* **WHAT THIS TASK INVOLVES**
Would you print the entire listing exactly, leaving nothing out?

= Beginning of Section =

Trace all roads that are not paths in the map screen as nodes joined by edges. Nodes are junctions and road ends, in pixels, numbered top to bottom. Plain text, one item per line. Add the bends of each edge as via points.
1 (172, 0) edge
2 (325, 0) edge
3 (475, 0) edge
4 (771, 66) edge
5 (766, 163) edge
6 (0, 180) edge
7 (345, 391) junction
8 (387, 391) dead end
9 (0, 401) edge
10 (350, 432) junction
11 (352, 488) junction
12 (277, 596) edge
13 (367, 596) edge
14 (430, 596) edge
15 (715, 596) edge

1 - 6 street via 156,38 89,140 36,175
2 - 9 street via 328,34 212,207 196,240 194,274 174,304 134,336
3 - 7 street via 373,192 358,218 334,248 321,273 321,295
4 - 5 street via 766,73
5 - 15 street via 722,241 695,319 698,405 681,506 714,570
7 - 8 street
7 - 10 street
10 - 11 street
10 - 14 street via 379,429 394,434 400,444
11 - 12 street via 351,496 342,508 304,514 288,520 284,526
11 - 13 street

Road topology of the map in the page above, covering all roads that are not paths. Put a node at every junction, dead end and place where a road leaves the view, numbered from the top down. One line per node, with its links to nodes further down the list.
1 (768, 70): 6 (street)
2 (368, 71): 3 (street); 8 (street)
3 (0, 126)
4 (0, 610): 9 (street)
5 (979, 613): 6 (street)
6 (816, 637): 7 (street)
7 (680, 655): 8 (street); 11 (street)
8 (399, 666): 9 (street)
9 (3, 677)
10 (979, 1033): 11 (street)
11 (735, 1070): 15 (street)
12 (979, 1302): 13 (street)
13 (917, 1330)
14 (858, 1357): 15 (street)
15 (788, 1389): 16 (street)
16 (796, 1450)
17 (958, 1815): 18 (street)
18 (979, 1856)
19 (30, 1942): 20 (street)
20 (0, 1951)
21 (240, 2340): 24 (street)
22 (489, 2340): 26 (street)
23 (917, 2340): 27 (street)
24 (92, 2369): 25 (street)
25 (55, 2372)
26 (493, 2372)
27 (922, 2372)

= End of Section =

* **REPLY**
Trace all roads that are not paths in the map screen as nodes joined by edges. Nodes are junctions and road ends, in pixels, numbered top to bottom. Plain text, one item per line. Add the bends of each edge as via points.
1 (172, 0) edge
2 (325, 0) edge
3 (475, 0) edge
4 (771, 66) edge
5 (766, 163) edge
6 (0, 180) edge
7 (345, 391) junction
8 (387, 391) dead end
9 (0, 401) edge
10 (350, 432) junction
11 (352, 488) junction
12 (277, 596) edge
13 (367, 596) edge
14 (430, 596) edge
15 (715, 596) edge

1 - 6 street via 156,38 89,140 36,175
2 - 9 street via 328,34 212,207 196,240 194,274 174,304 134,336
3 - 7 street via 373,192 358,218 334,248 321,273 321,295
4 - 5 street via 766,73
5 - 15 street via 722,241 695,319 698,405 681,506 714,570
7 - 8 street
7 - 10 street
10 - 11 street
10 - 14 street via 379,429 394,434 400,444
11 - 12 street via 351,496 342,508 304,514 288,520 284,526
11 - 13 street

Road topology of the map in the page above, covering all roads that are not paths. Put a node at every junction, dead end and place where a road leaves the view, numbered from the top down. One line per node, with its links to nodes further down the list.
1 (768, 70): 6 (street)
2 (368, 71): 3 (street); 8 (street)
3 (0, 126)
4 (0, 610): 9 (street)
5 (979, 613): 6 (street)
6 (816, 637): 7 (street)
7 (680, 655): 8 (street); 11 (street)
8 (399, 666): 9 (street)
9 (3, 677)
10 (979, 1033): 11 (street)
11 (735, 1070): 15 (street)
12 (979, 1302): 13 (street)
13 (917, 1330)
14 (858, 1357): 15 (street)
15 (788, 1389): 16 (street)
16 (796, 1450)
17 (958, 1815): 18 (street)
18 (979, 1856)
19 (30, 1942): 20 (street)
20 (0, 1951)
21 (240, 2340): 24 (street)
22 (489, 2340): 26 (street)
23 (917, 2340): 27 (street)
24 (92, 2369): 25 (street)
25 (55, 2372)
26 (493, 2372)
27 (922, 2372)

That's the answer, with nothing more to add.